In their seminal paper, Cordoro et al performed a retrospective study of children given the diagnosis of melanoma (N = 60) or ambiguous melanocytic tumors treated as melanoma (N = 10) before age 20 years. Seventy patients were divided into 2 age groups: 0 to 10 years (N = 19, group A) and 11 to 19 years (N = 51, group B). Clinical, histopathologic, and outcomes data were collected. Main outcome measures were time from diagnosis to death and predictors of metastasis and death. In all, 60% of group A and 40% of group B children did not present with conventional ABCDE criteria. Rather, amelanosis, bleeding, “bumps,” uniform color, variable diameter, and de novo development were most common. Histopathological subtypes differed significantly between groups (P = .002). In all, 44% were histopathologically unclassifiable using current melanoma subtypes. Stage IIA disease or higher comprised 92% and 46% of groups A and B, respectively (P = .05). Ten patients died: 1 in group A and 9 in group B. Of these, 70% had amelanotic lesions, and 60% had at least 1 major risk factor (i.e, large congenital melanocytic nevi, sun sensitivity, family history of melanoma, xeroderma pigmentosum, immunosuppression, or history of malignancy). Breslow thickness predicted metastasis (adjusted odds ratio 12.8 [CI 1.4-115]). The authors concluded that additional ABCD detection criteria (Amelanotic; Bleeding, Bump; Color uniformity; De novo, any Diameter) used together with conventional ABCDE criteria may facilitate earlier recognition and treatment of melanoma in children, especially in younger children (1).

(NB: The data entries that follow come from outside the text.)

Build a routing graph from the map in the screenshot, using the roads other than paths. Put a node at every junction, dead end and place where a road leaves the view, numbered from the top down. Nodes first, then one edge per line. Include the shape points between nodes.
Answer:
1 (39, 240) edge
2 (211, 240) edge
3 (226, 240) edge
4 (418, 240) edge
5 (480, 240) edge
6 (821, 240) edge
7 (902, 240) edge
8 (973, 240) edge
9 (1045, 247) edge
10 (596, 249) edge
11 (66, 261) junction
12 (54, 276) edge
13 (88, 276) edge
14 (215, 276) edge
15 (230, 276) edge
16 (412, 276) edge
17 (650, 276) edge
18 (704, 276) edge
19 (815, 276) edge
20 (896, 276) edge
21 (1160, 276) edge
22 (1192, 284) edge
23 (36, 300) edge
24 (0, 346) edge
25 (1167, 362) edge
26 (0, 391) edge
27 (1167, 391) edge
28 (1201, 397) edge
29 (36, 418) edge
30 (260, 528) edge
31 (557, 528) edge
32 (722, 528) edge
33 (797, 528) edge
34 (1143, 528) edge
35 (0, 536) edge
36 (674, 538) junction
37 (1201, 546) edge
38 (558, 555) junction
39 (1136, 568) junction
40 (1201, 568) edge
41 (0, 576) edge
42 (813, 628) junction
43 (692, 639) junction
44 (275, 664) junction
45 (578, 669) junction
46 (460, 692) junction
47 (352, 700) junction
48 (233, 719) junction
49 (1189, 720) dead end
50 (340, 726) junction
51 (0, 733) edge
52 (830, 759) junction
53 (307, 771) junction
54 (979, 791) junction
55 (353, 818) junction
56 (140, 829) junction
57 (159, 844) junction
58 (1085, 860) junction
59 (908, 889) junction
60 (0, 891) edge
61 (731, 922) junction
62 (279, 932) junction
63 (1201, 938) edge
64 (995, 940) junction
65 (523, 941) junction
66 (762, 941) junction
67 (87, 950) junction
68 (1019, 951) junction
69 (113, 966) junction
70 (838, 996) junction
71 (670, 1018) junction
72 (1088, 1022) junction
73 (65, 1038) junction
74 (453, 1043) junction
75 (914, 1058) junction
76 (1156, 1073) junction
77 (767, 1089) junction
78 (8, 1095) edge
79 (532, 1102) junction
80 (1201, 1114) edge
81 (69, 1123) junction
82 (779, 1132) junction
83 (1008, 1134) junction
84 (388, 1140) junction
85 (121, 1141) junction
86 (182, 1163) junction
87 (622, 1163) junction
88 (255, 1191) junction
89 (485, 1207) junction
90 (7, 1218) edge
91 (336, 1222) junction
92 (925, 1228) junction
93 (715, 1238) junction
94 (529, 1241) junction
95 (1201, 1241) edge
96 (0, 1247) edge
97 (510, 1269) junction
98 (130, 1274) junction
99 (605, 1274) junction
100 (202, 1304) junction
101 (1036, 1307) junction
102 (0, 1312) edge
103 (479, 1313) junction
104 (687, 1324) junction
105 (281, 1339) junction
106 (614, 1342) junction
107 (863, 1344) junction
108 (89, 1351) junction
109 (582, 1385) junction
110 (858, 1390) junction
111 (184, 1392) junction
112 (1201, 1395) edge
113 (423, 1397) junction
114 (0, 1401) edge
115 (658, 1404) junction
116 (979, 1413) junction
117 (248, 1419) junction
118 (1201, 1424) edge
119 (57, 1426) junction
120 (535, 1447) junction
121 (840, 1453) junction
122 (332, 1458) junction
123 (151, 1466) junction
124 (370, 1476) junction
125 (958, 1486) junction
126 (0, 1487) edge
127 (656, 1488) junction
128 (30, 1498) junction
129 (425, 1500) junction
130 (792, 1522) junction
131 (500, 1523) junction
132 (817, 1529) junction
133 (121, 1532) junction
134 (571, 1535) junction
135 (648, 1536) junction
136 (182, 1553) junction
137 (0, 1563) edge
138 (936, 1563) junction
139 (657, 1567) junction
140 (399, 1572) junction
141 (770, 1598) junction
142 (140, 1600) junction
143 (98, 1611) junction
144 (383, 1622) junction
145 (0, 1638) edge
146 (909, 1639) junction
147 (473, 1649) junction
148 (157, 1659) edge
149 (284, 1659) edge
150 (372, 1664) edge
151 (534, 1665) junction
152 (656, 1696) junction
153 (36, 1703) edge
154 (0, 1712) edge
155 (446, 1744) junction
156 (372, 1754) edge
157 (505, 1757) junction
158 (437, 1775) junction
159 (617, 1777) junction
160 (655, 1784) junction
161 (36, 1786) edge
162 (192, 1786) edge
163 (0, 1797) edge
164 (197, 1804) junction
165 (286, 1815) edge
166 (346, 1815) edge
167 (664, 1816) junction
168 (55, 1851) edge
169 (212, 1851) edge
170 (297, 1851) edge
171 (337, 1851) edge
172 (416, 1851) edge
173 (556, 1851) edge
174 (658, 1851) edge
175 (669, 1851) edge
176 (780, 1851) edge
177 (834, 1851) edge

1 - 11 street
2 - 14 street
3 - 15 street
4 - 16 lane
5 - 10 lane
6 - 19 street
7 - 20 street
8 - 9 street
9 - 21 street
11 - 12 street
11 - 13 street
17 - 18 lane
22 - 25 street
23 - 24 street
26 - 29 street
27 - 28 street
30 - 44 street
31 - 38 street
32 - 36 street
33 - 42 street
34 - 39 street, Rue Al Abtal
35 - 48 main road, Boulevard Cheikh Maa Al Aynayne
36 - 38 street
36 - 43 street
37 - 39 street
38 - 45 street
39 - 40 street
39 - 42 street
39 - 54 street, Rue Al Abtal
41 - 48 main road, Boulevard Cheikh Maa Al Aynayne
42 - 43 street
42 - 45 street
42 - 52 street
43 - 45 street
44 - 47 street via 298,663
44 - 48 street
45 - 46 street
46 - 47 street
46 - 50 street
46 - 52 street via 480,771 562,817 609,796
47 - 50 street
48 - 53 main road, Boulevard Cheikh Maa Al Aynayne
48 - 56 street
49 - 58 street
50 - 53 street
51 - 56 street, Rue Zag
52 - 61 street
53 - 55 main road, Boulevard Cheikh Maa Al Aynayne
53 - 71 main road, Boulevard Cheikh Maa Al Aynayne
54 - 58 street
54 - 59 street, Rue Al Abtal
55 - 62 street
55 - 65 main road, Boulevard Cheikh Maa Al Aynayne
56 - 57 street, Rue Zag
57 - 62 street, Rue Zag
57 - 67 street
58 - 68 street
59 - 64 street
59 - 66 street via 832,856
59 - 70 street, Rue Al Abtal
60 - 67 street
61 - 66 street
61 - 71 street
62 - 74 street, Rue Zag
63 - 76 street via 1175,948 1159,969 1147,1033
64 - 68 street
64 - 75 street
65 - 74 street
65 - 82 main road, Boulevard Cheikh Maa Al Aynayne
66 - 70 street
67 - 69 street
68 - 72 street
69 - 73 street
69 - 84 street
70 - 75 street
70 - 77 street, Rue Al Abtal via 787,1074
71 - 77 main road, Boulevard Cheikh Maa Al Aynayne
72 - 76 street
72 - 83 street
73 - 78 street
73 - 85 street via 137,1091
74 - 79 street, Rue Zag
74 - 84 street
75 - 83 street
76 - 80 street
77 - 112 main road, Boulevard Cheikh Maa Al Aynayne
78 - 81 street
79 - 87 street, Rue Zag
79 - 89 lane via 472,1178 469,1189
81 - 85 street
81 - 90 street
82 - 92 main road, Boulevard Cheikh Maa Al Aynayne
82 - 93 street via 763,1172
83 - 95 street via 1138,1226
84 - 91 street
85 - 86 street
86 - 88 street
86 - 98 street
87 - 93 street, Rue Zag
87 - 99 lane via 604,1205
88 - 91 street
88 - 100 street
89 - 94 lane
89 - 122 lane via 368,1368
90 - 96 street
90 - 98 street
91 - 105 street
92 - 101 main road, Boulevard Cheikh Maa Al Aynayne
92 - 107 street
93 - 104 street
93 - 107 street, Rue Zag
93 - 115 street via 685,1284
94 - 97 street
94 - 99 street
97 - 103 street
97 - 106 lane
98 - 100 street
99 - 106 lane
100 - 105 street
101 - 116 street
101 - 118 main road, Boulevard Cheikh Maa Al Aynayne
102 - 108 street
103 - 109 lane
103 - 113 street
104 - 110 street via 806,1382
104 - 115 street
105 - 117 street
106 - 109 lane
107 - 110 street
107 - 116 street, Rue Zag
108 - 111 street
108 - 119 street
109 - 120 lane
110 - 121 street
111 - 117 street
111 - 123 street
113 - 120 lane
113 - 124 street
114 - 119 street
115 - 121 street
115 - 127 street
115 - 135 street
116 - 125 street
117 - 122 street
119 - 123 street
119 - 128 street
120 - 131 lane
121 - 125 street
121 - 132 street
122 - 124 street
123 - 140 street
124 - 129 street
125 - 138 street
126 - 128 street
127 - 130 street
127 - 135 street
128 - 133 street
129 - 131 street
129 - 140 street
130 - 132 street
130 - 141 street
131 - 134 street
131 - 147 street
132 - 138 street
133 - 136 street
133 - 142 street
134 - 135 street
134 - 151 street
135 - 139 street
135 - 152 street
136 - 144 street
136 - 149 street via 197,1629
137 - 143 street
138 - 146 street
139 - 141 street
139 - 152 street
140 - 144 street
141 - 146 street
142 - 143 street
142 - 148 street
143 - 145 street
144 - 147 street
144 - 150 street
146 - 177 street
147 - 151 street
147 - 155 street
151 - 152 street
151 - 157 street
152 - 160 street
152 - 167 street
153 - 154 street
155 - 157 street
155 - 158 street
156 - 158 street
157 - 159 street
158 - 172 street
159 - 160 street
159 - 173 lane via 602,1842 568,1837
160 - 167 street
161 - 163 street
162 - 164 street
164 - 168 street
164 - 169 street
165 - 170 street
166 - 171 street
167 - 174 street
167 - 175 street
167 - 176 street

These findings have been corroborated by Mitkov et al, who retrospectively analyzed records of children and young adults 21 years of age or younger with a diagnosis of primary cutaneous melanoma. Ninety-six PMs from 86 patients were included. Pediatric melanomas that mimicked benign skin lesions were more often deeper (>1 mm; odds ratio 5.48; P = .002) and had a higher T stage (odds ratio [T2, T3, or T4] 6.28; P = .001) than melanomas with a clinically malignant appearance. Of pediatric melanomas, 66% originally diagnosed as benign melanocytic lesions exhibited changes in size, shape, and color. The authors concluded that “benign-appearing pediatric skin lesions with a history of evolution, bleeding, or ulceration should raise suspicion for melanoma. Melanomas demonstrating these features are associated with a higher Breslow depth and T stage. Although biopsy of all lesions that exhibit change in children is not practical, safe, or desired, close monitoring is recommended.” (2)

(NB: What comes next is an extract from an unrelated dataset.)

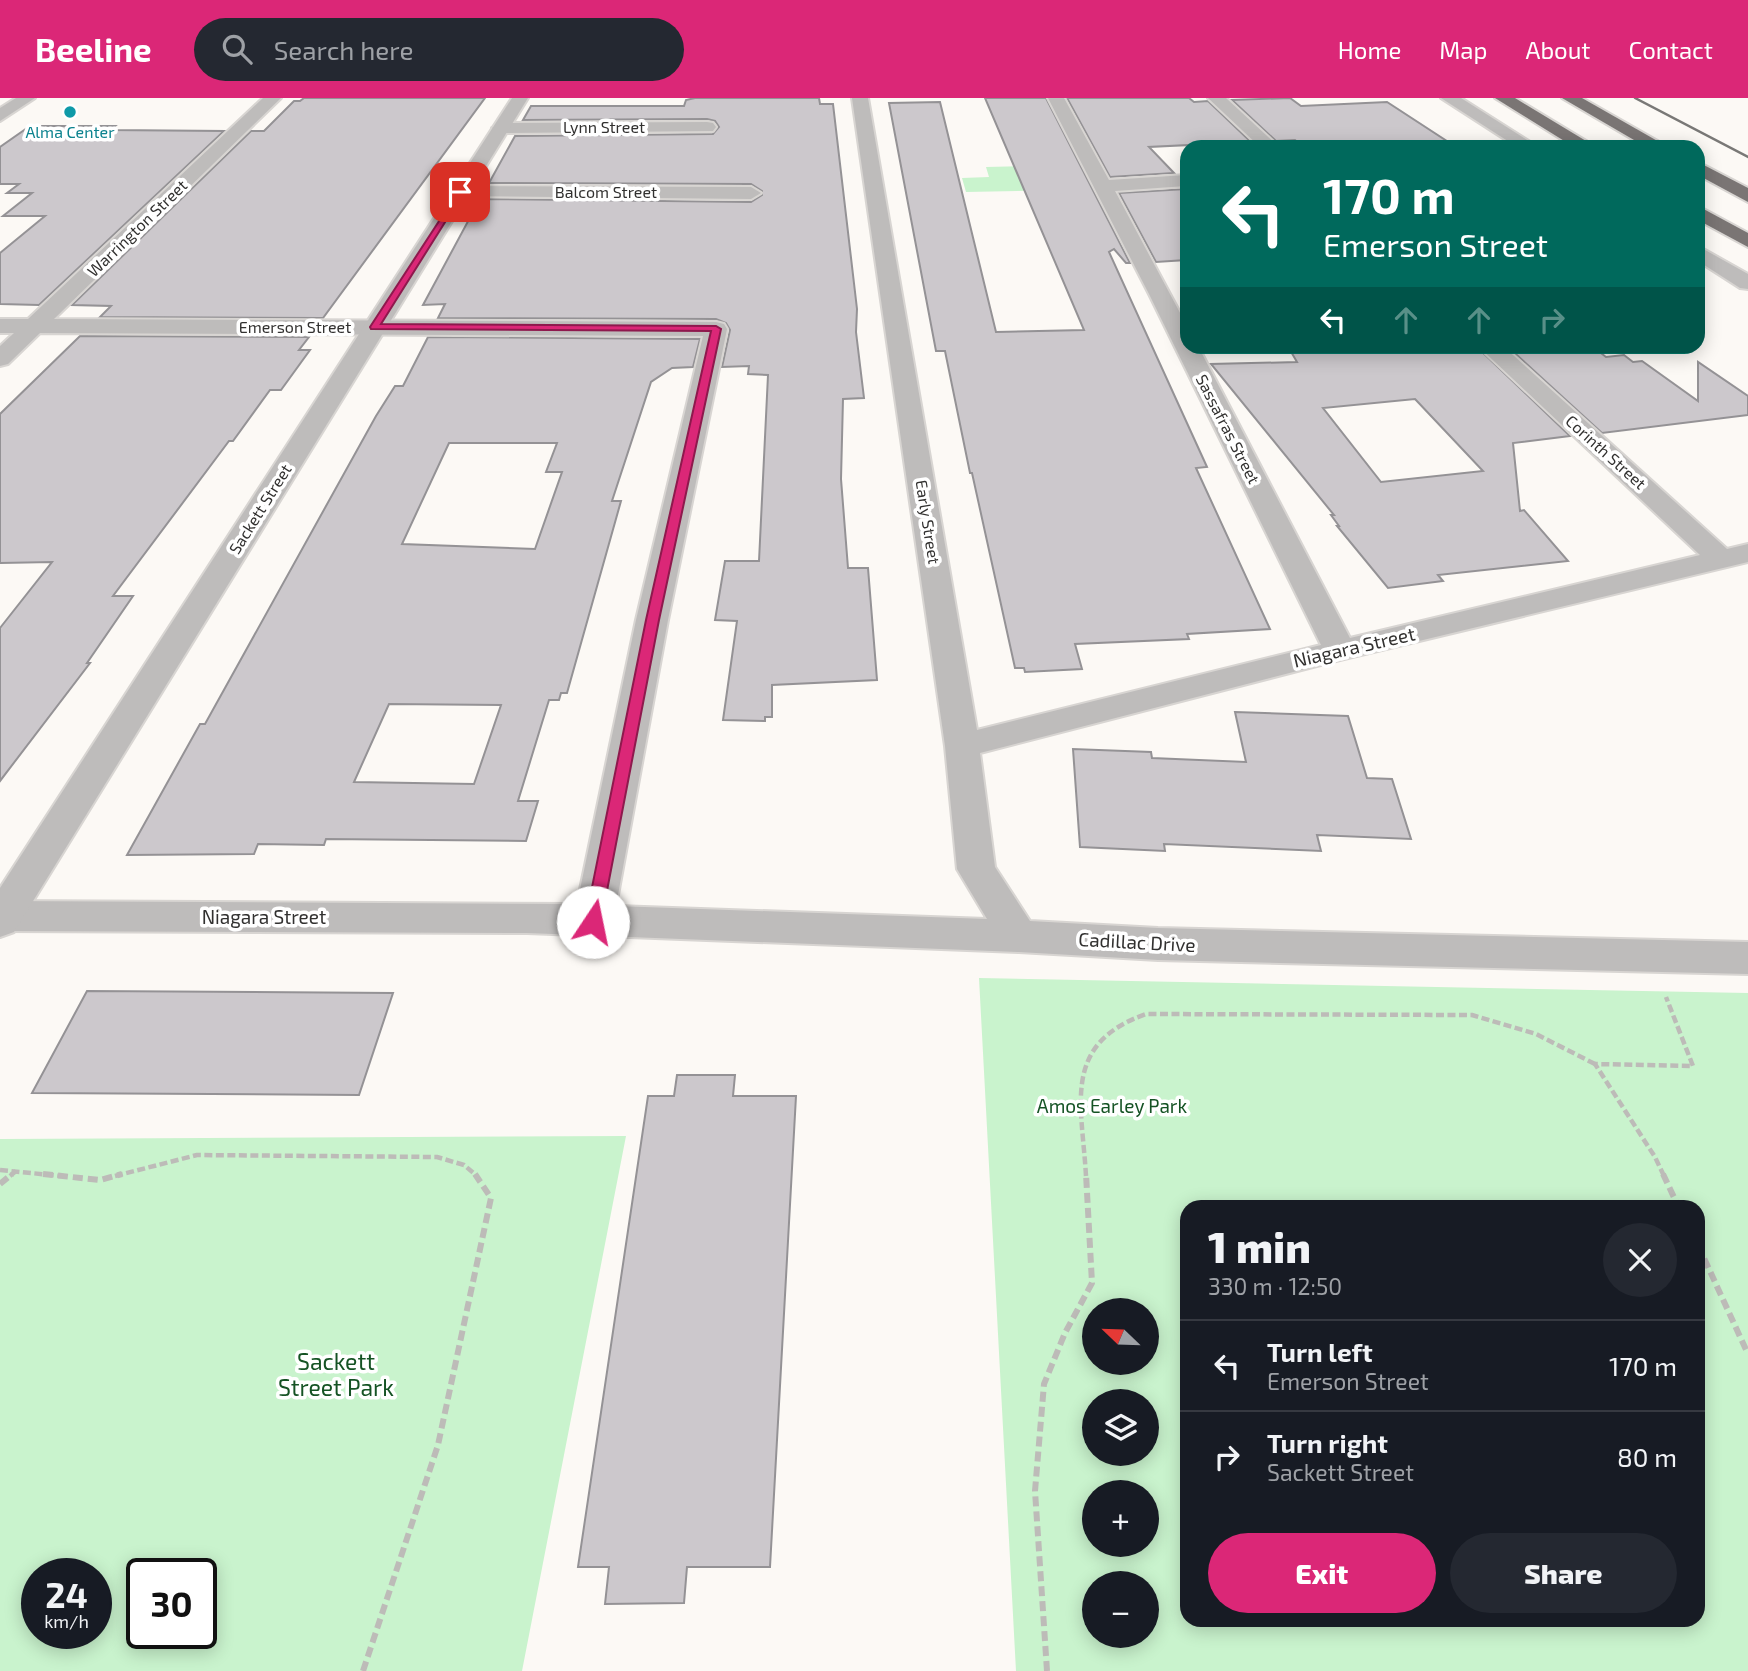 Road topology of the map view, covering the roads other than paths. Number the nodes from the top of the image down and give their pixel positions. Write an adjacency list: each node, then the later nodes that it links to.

Both papers emphasize the importance of “E”, in the classic ABCDE or the modified ABCDE for PM. (I have never been Enamored by “E”. By definition, evolution represents a slow change — as we will discuss momentarily, nevi change their appearance during their lifecycle. Perhaps a better term would be rEvolution, or just use “C” for color variegation and/or change).

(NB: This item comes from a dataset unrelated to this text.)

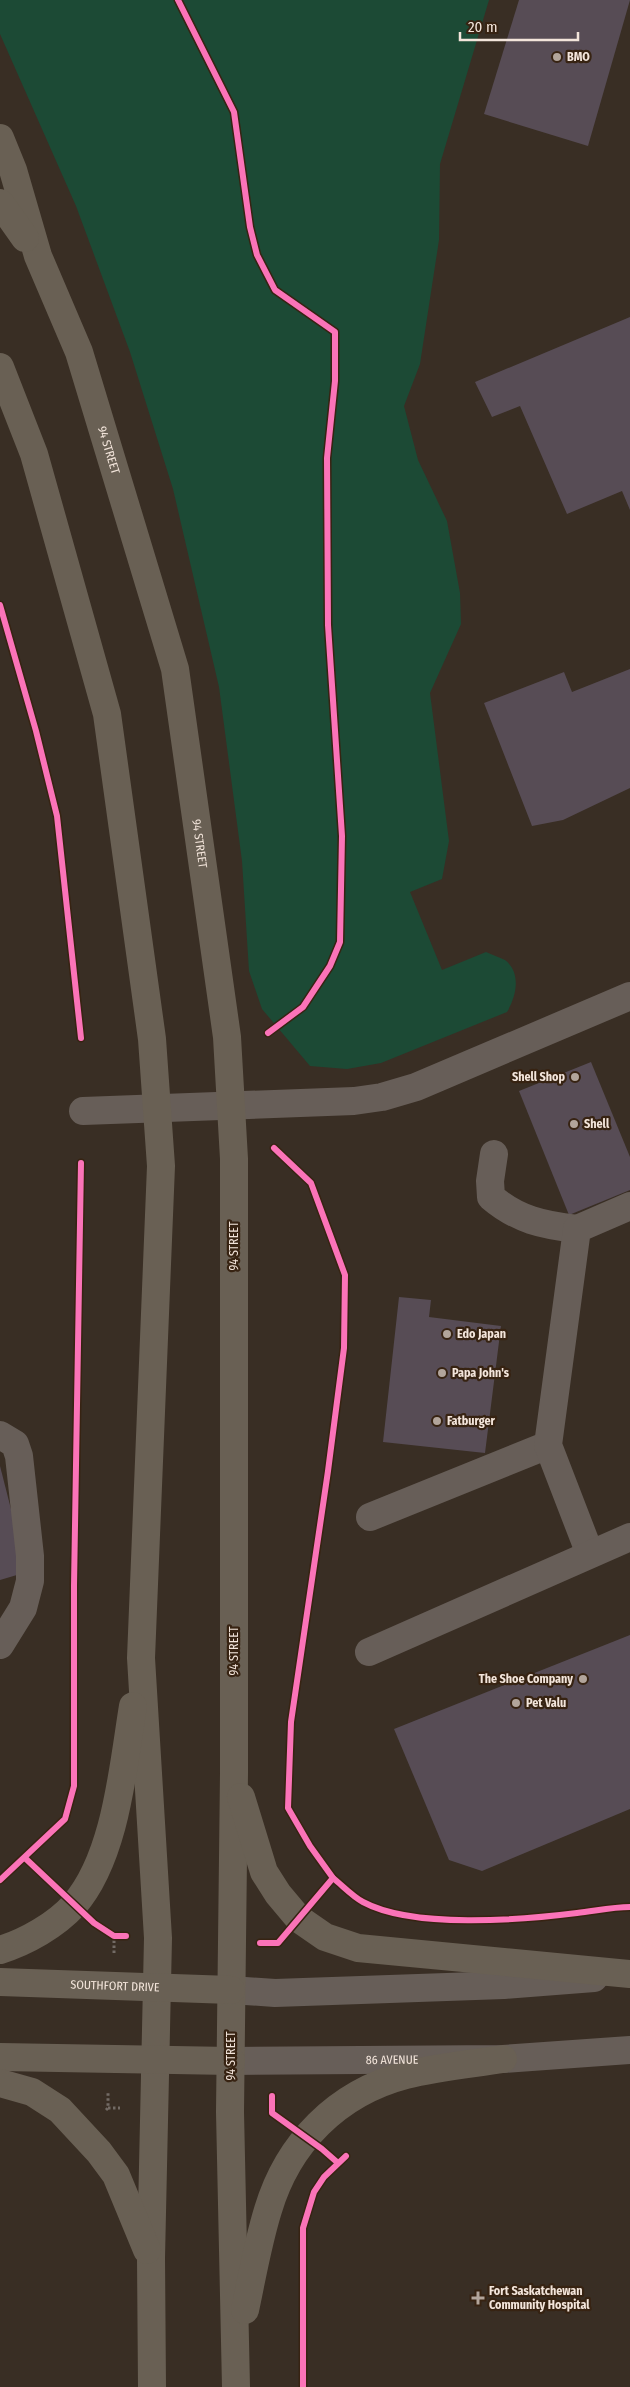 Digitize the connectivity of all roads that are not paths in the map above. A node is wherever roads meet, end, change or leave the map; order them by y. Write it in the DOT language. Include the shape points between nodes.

The Study of Nevi in Children (SONIC) project emphasized that it is essential the normal changes in nevi be differentiated from abnormal changes. For example, nevi displaying globular or peripheral patterns in children would not be disconcerting, but those dematoscopic presentations would be highly suspicious for melanoma in an adult (3).
For those of us who see children, perhaps the best lesson is to listen to the history rather than dwell on how the lesion looks. As the biologic behavior of PMs, including death, belies a banal presentation, any lesion with either ABCDE criteria — classic or modified — warrants our utmost attention and concern.
1. Cordoro KM, et al. Pediatric melanoma: Results of a large cohort study and proposal for modified ABCD detection criteria for children. J Am Acad Dermatol 2013; 68: 913-25.
2. Mitkov M, et al. Pediatric melanomas often mimic benign skin lesions: A retrospective study. J Am Acad Dermatol 2016; 75: 706-11.
3. Scope A, et al. The study of nevi in children. Principles learned and implications for melanoma diagnosis. J Am Acad Dermatol 2016; 75: 813-23.